* [Exercise] Each line of data below must be printed exactly as written, with any pictures removed.

* [Material for this task]
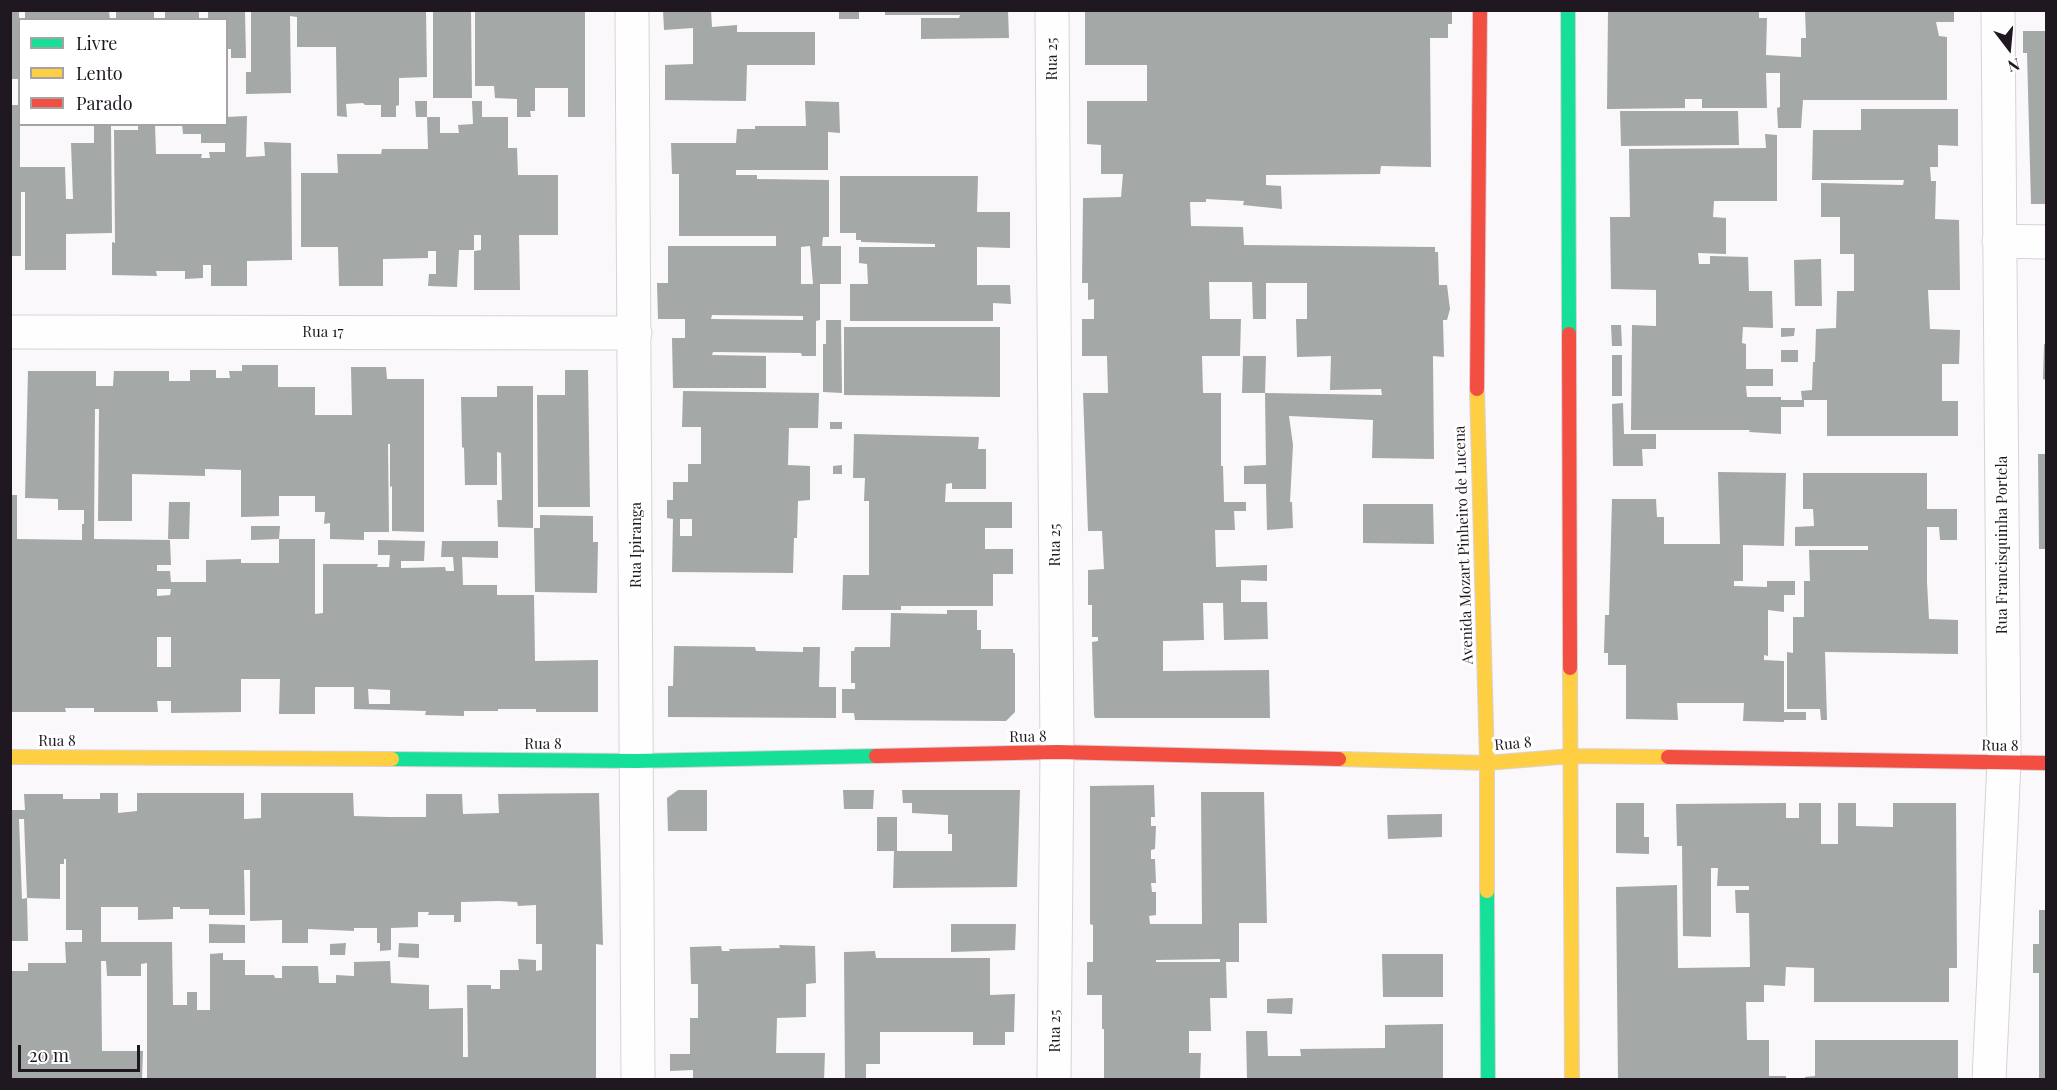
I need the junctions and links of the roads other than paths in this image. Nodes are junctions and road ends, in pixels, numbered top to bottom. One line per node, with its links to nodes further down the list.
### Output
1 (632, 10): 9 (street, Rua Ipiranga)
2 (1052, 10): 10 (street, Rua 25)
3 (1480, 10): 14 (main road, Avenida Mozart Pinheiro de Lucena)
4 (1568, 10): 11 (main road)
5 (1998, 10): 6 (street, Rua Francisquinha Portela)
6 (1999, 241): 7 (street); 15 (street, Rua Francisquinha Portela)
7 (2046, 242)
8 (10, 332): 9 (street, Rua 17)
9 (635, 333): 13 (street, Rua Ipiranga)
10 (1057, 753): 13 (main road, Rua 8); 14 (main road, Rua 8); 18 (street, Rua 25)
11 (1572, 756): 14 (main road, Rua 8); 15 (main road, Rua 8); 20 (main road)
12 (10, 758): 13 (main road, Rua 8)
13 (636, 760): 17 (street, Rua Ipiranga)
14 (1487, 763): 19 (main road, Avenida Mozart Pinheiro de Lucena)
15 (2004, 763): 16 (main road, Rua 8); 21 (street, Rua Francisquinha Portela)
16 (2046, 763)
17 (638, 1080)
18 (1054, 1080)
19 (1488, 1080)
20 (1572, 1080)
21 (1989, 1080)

* [Result for this exercise]
I need the junctions and links of the roads other than paths in this image. Nodes are junctions and road ends, in pixels, numbered top to bottom. One line per node, with its links to nodes further down the list.
### Output
1 (632, 10): 9 (street, Rua Ipiranga)
2 (1052, 10): 10 (street, Rua 25)
3 (1480, 10): 14 (main road, Avenida Mozart Pinheiro de Lucena)
4 (1568, 10): 11 (main road)
5 (1998, 10): 6 (street, Rua Francisquinha Portela)
6 (1999, 241): 7 (street); 15 (street, Rua Francisquinha Portela)
7 (2046, 242)
8 (10, 332): 9 (street, Rua 17)
9 (635, 333): 13 (street, Rua Ipiranga)
10 (1057, 753): 13 (main road, Rua 8); 14 (main road, Rua 8); 18 (street, Rua 25)
11 (1572, 756): 14 (main road, Rua 8); 15 (main road, Rua 8); 20 (main road)
12 (10, 758): 13 (main road, Rua 8)
13 (636, 760): 17 (street, Rua Ipiranga)
14 (1487, 763): 19 (main road, Avenida Mozart Pinheiro de Lucena)
15 (2004, 763): 16 (main road, Rua 8); 21 (street, Rua Francisquinha Portela)
16 (2046, 763)
17 (638, 1080)
18 (1054, 1080)
19 (1488, 1080)
20 (1572, 1080)
21 (1989, 1080)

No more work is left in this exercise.